Citation: Ann Longterm Care. 2023. Published online November 17, 2023.
DOI:10.25270/altc.2023.11.002
Pressure injuries, often referred to as pressure ulcers, pressure wounds, or bedsores, present a significant and prevailing concern in long-term care settings, particularly in skilled nursing facilities. These injuries can have profound effects on quality of life and overall well-being for patients, making it imperative for health care professionals to discern between unavoidable and avoidable pressure injuries.
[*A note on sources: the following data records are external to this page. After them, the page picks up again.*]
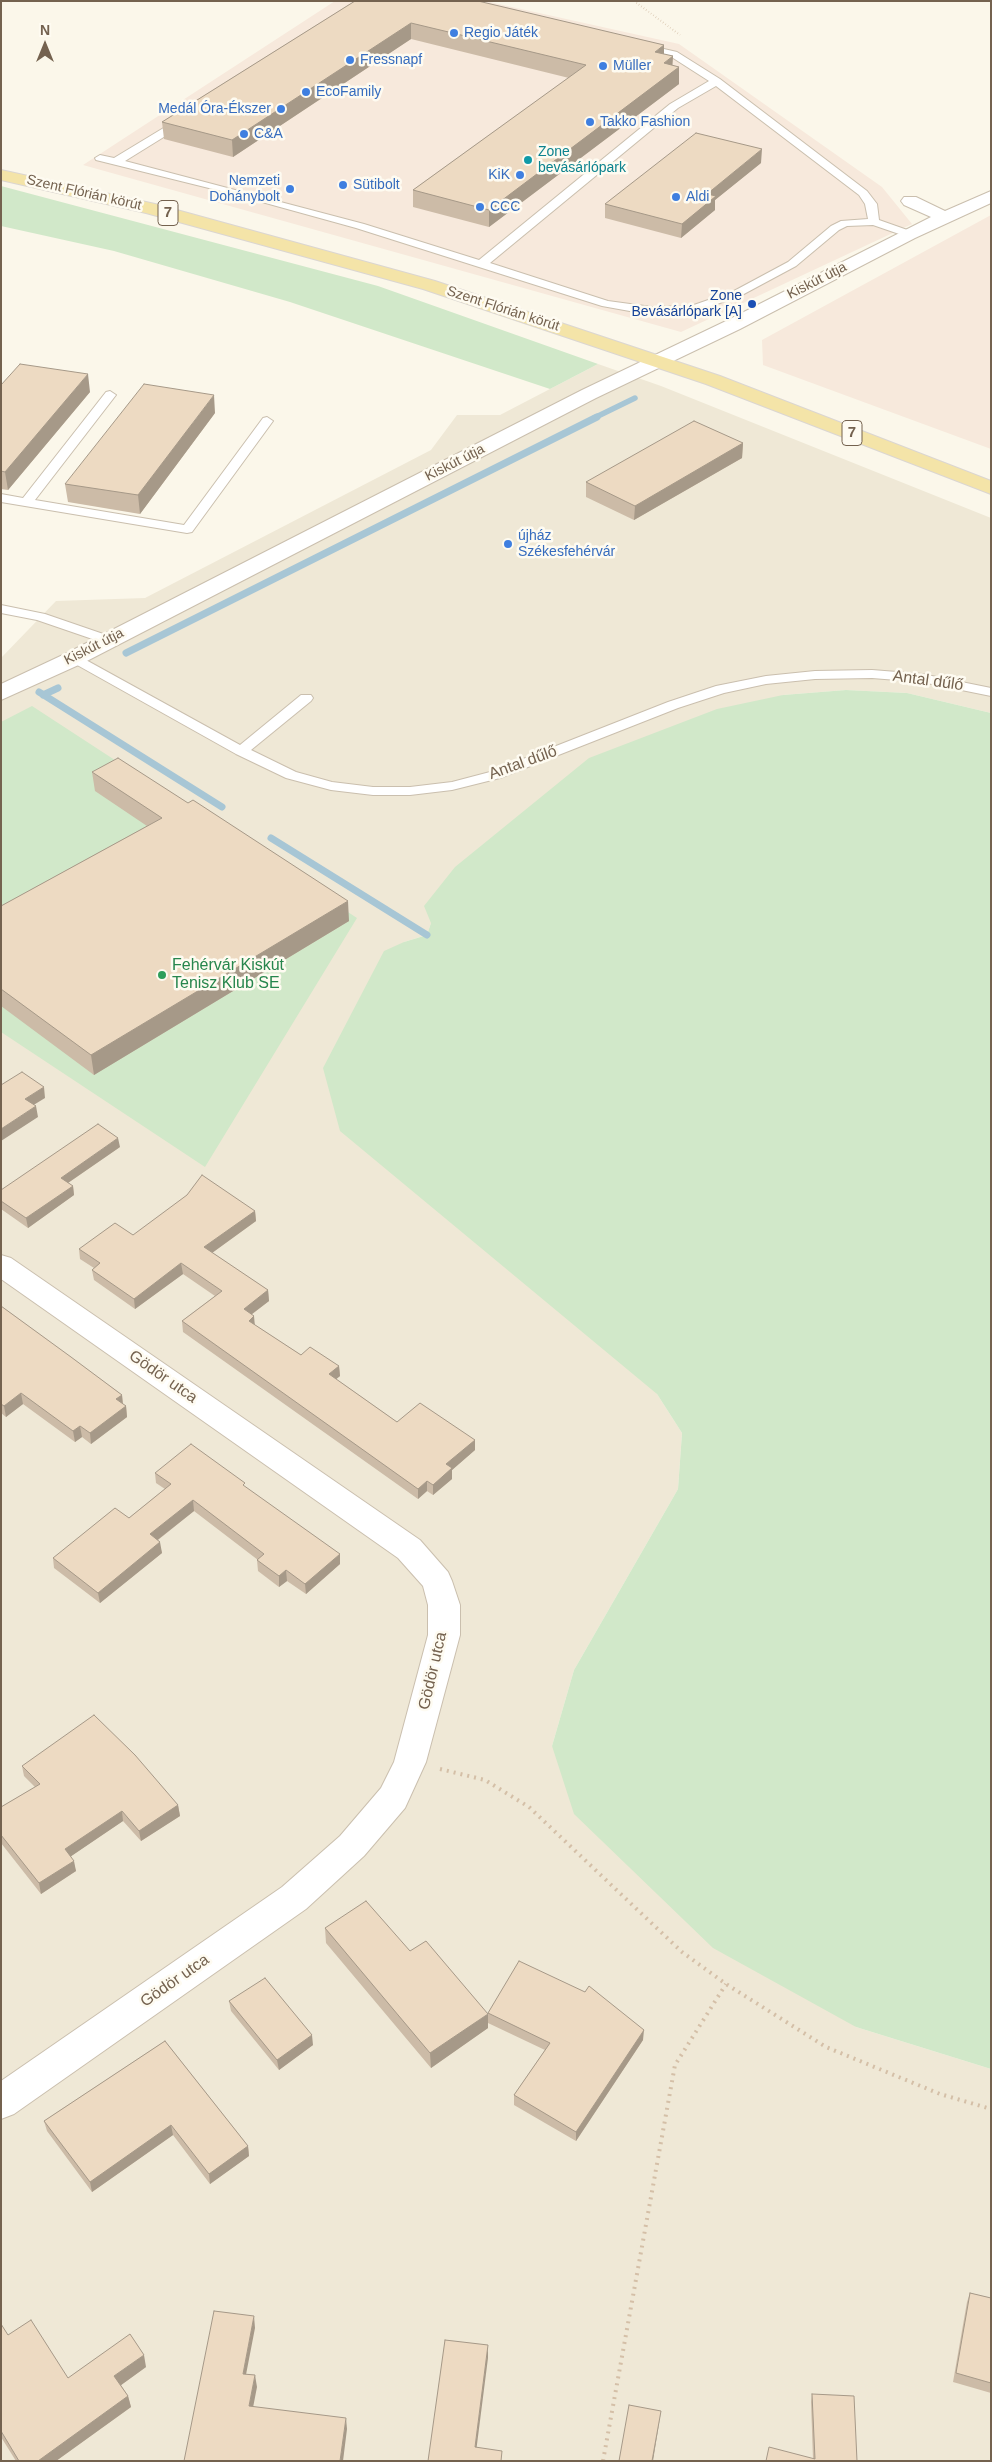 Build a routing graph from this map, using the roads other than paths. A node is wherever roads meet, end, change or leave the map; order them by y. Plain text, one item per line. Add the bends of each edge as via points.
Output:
1 (635, 45) edge
2 (716, 81) junction
3 (190, 116) edge
4 (100, 158) dead end
5 (116, 162) junction
6 (1, 175) edge
7 (991, 196) edge
8 (910, 201) dead end
9 (947, 218) junction
10 (874, 222) junction
11 (909, 234) junction
12 (483, 263) junction
13 (657, 361) junction
14 (110, 395) dead end
15 (267, 421) dead end
16 (991, 488) edge
17 (1, 498) edge
18 (26, 502) junction
19 (1, 609) edge
20 (107, 640) junction
21 (76, 658) junction
22 (991, 692) edge
23 (1, 693) edge
24 (306, 698) dead end
25 (241, 751) junction
26 (1, 1265) edge
27 (1, 2102) edge

1 - 2 lane via 672,54
2 - 10 lane via 863,193 871,204
2 - 12 lane via 674,106
3 - 5 lane
4 - 5 lane
5 - 12 lane via 237,192
6 - 13 main road, Szent Flórián körút / 7 via 149,208 382,271
7 - 9 street, Kiskút útja
8 - 9 street
9 - 11 street, Kiskút útja
10 - 11 lane
10 - 12 lane via 845,223 792,264 770,276 714,303 673,311 606,304
11 - 13 street, Kiskút útja
13 - 16 main road, Szent Flórián körút / 7
13 - 20 street, Kiskút útja
14 - 18 lane
15 - 18 lane via 187,529
17 - 18 lane
19 - 20 lane via 40,617
20 - 21 street, Kiskút útja
21 - 23 street, Kiskút útja
21 - 25 lane, Antal dűlő
22 - 25 lane, Antal dűlő via 922,678 872,674 766,680 722,689 673,705 494,775 452,786 410,791 331,786 291,775
24 - 25 lane
26 - 27 street, Gödör utca via 409,1549 437,1581 444,1605 444,1635 410,1762 393,1798 352,1846 294,1898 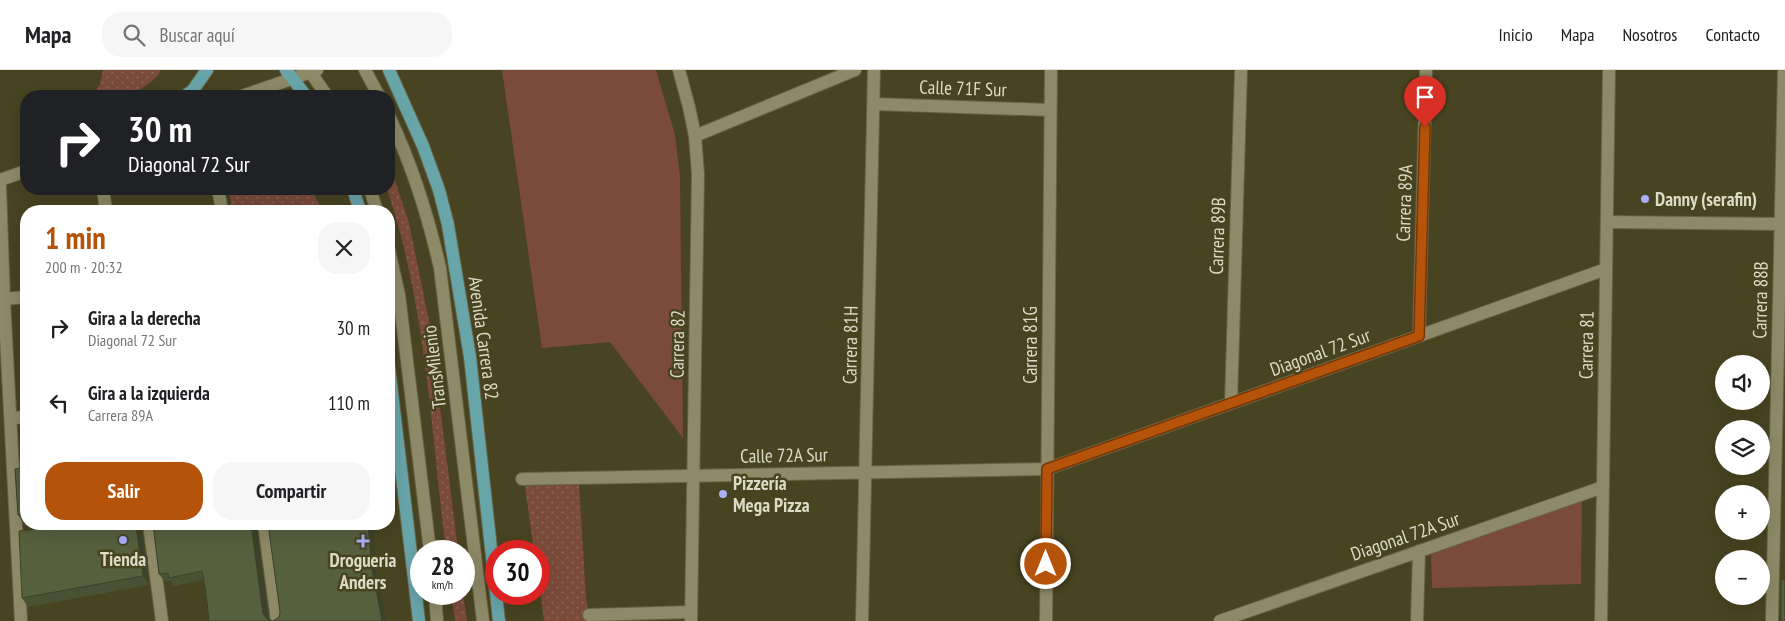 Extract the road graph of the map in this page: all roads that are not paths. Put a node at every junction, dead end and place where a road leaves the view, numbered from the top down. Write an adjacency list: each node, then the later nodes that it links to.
1 (207, 70): 14 (main road)
2 (365, 70): 18 (street)
3 (389, 70): 60 (main road, Avenida Carrera 82)
4 (679, 70): 22 (street, Carrera 82)
5 (855, 70): 22 (street)
6 (874, 70): 19 (street, Carrera 81H)
7 (1051, 70): 20 (street, Carrera 81G)
8 (1242, 70): 35 (street, Carrera 89B)
9 (1426, 70): 32 (street, Carrera 89A)
10 (1609, 70): 26 (street, Carrera 81)
11 (1784, 70): 27 (street, Carrera 88B)
12 (312, 71): 13 (street); 17 (street)
13 (290, 74): 15 (street); 16 (main road)
14 (193, 90)
15 (255, 90)
16 (302, 90)
17 (323, 90)
18 (376, 90)
19 (874, 104): 20 (street, Calle 71F Sur); 40 (street, Carrera 81H)
20 (1050, 110): 39 (street, Carrera 81G)
21 (395, 131): 59 (street, TransMilenio)
22 (695, 136): 41 (street, Carrera 82)
23 (20, 173): 24 (street)
24 (0, 180)
25 (0, 186): 31 (street)
26 (1607, 222): 27 (street); 28 (street, Carrera 81)
27 (1783, 224): 34 (street, Carrera 88B)
28 (1606, 270): 32 (street, Diagonal 72 Sur); 43 (street, Carrera 81)
29 (395, 277): 48 (street, TransMilenio)
30 (20, 298): 31 (street)
31 (4, 299): 33 (street)
32 (1419, 336): 35 (street, Diagonal 72 Sur)
33 (4, 381): 38 (street)
34 (1781, 388): 65 (street, Carrera 88B)
35 (1231, 403): 39 (street, Diagonal 72 Sur)
36 (20, 417): 38 (street)
37 (395, 418): 57 (main road)
38 (10, 419): 44 (street)
39 (1047, 469): 40 (street, Calle 72A Sur); 62 (street, Carrera 81G)
40 (866, 472): 41 (street, Calle 72A Sur); 61 (street, Carrera 81H)
41 (694, 476): 42 (street, Calle 72A Sur); 52 (street, Carrera 82)
42 (522, 479)
43 (1603, 487): 49 (street, Diagonal 72A Sur); 64 (street, Carrera 81)
44 (20, 523)
45 (21, 530): 54 (street)
46 (150, 530): 55 (street)
47 (265, 530): 56 (street)
48 (429, 540)
49 (1419, 551): 53 (street, Diagonal 72A Sur); 63 (street)
50 (436, 605): 58 (street)
51 (589, 615): 52 (street)
52 (691, 617)
53 (1227, 620)
54 (21, 621)
55 (162, 621)
56 (277, 621)
57 (419, 621)
58 (437, 621)
59 (483, 621)
60 (499, 621)
61 (862, 621)
62 (1046, 621)
63 (1417, 621)
64 (1601, 621)
65 (1772, 621) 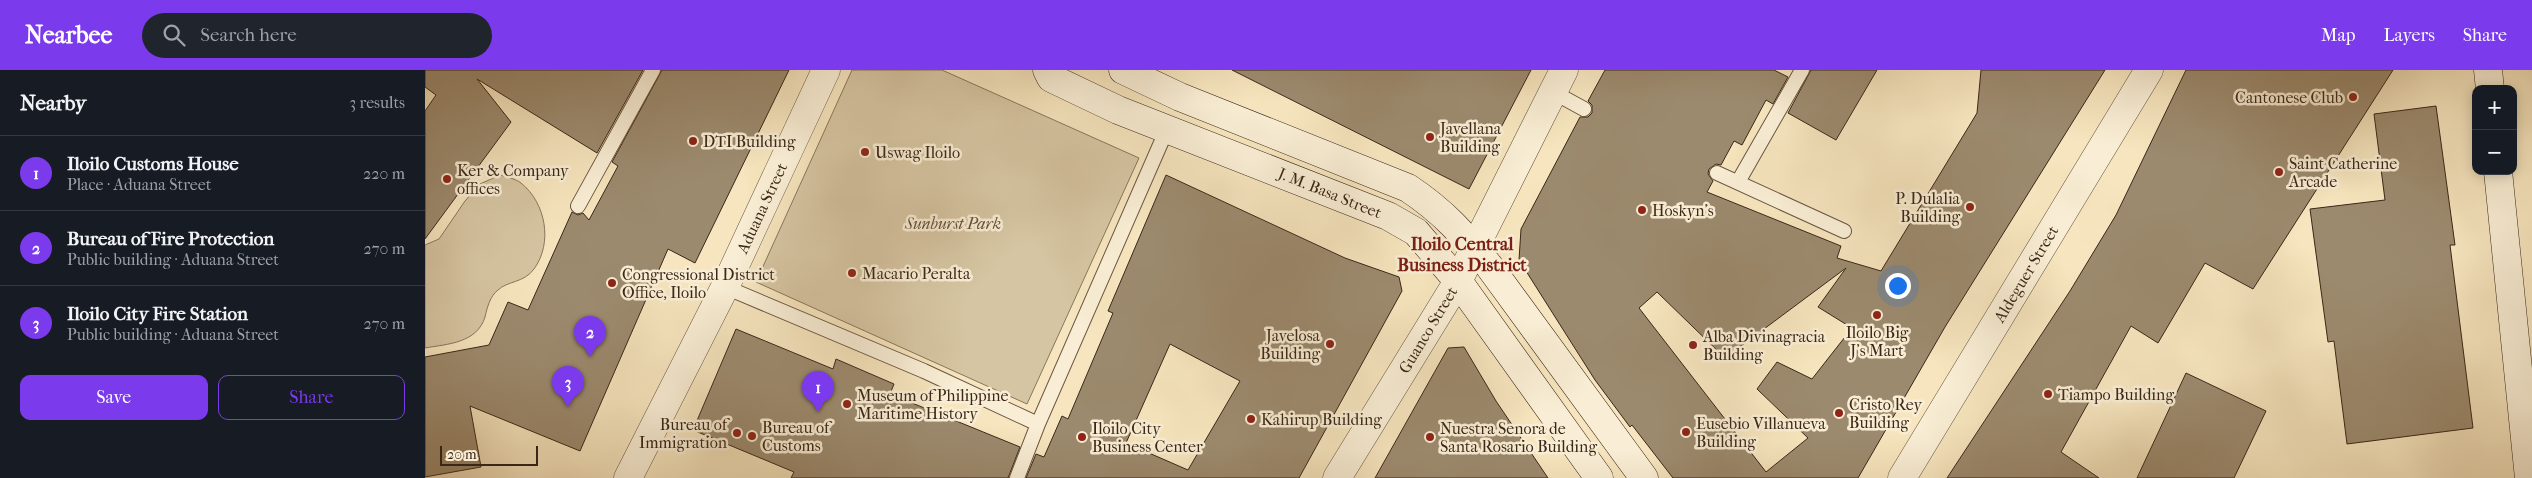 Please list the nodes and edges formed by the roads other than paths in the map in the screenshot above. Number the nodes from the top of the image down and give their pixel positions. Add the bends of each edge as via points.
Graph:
1 (653, 70) edge
2 (826, 70) edge
3 (1123, 70) edge
4 (1801, 70) edge
5 (2149, 70) edge
6 (2488, 70) edge
7 (1051, 73) edge
8 (1558, 81) edge
9 (2490, 85) edge
10 (1584, 109) dead end
11 (1167, 129) junction
12 (1717, 173) dead end
13 (2498, 175) edge
14 (1738, 182) junction
15 (578, 206) dead end
16 (1844, 231) dead end
17 (1474, 247) junction
18 (1458, 280) junction
19 (725, 287) junction
20 (1038, 424) junction
21 (628, 478) edge
22 (1017, 478) edge
23 (1337, 478) edge
24 (1599, 478) edge
25 (1644, 478) edge
26 (1902, 478) edge
27 (2529, 478) edge

1 - 15 lane
2 - 19 street, Aduana Street
3 - 17 street, J. M. Basa Street via 1180,97 1408,188 1434,205
4 - 14 lane
5 - 26 street, Aldeguer Street
6 - 9 street
7 - 11 street, J. M. Basa Street via 1118,110
8 - 10 lane
8 - 17 street, Guanco Street
11 - 18 street, J. M. Basa Street via 1388,216 1416,232
11 - 20 lane
12 - 14 lane
13 - 27 street
14 - 16 lane
17 - 18 street, Guanco Street
17 - 25 street, J. M. Basa Street
18 - 23 street, Guanco Street
18 - 24 street, J. M. Basa Street
19 - 20 lane via 924,371
19 - 21 street, Aduana Street
20 - 22 lane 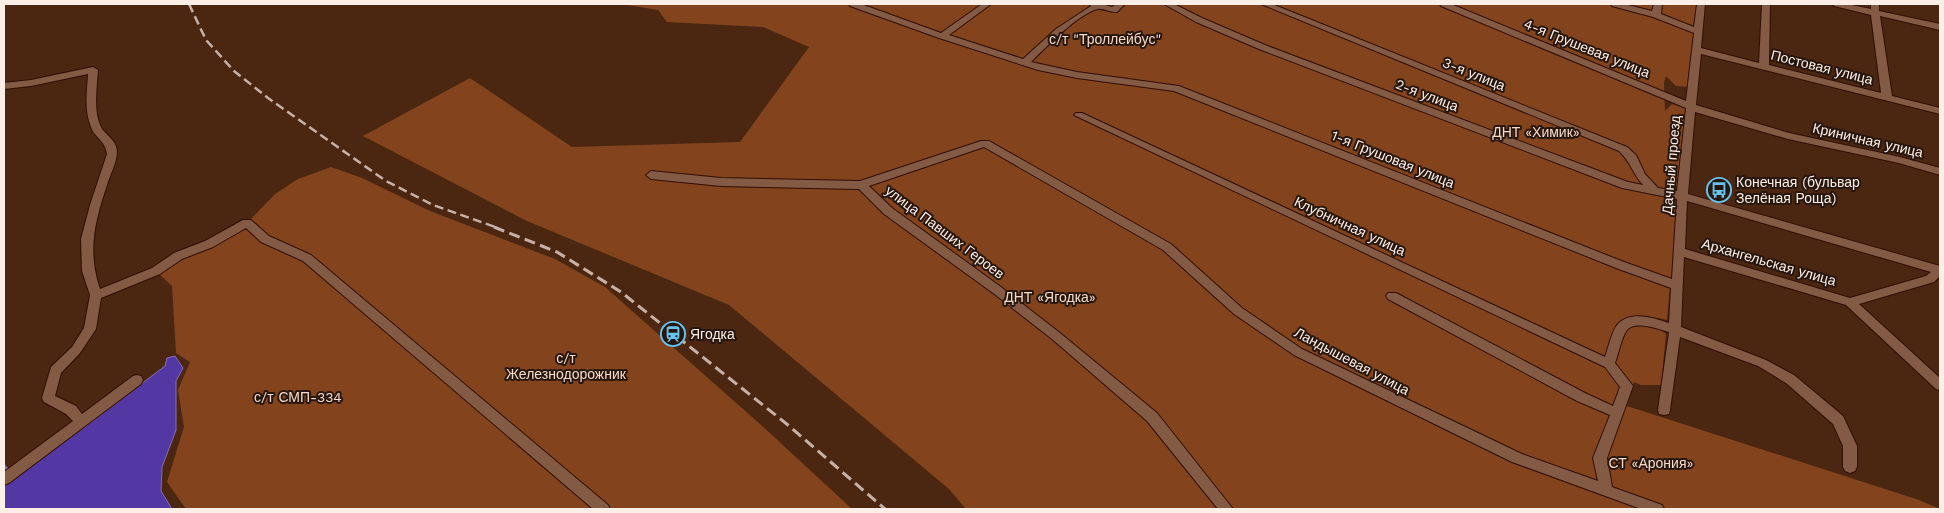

Pressure injuries pose a significant challenge in skilled nursing facilities, where patients often have limited mobility and underlying health conditions that predispose them to skin breakdown. According to one study, pressure injuries are prevalent in skilled nursing facilities, affecting a substantial proportion of long-term care residents.1 These facilities often care for patients with complex medical needs and those with chronic conditions, such as diabetes or immobility, which elevate the risk of pressure injuries.2
Admission Assessment
Upon admission to skilled nursing facilities, a thorough assessment of the patient's skin condition is paramount. It is also critical to assess their risk factors for developing or progressing injuries. The initial evaluation should include a meticulous inspection for any existing pressure injuries or areas of compromised skin integrity. Identification and documentation of pressure injuries upon admission allows health care professionals to initiate timely interventions, prevent further deterioration, and guide appropriate pressure injury management strategies.3
It is also important to gather a complete patient history, including the history of their pressure injuries and risk factors. Although the Braden Scale is the most widely used pressure injury risk assessment tool in health care settings and specifically in skilled nursing facilities, it has significant limitations. Barbara Braden has acknowledged the assessment of risk should not be limited to the four corners of the scale, but rather include a nurse’s clinical judgment.4 For example, the scale does not account for current or past pressure injuries, which automatically confer high-risk status. Although a score of 1 in the first five subscales indicates high risk, the tool lacks this interpretive guidance. Thus, nurses may underestimate risk if strictly adhering to the Braden Scale score. One piece of research shows the scale has low predictive validity, particularly for older long-term care residents.5 While a useful starting point, the Braden Scale should be supplemented with comprehensive skin checks, clinical expertise, and consideration of additional risk factors. Nurses and other providers should not depend solely on the Braden Scale score to determine prevention plans. Ongoing refinement of risk assessment methods is needed to improve early identification of patients in nursing homes who are vulnerable to pressure injuries.6
Once the patient’s level of risk has been determined, a comprehensive care plan must be developed and implemented. These care plans should address each patient's specific needs, including repositioning schedules, specialized support surfaces, proper nutrition, and meticulous skin care. By implementing preventive measures early on, health care providers can significantly reduce the incidence of pressure injuries and improve patient outcomes.7 It is important to remember that initial care plans are not stagnant; rather, they require adjustments based on changes in the patient’s condition, both in terms of their skin and overall.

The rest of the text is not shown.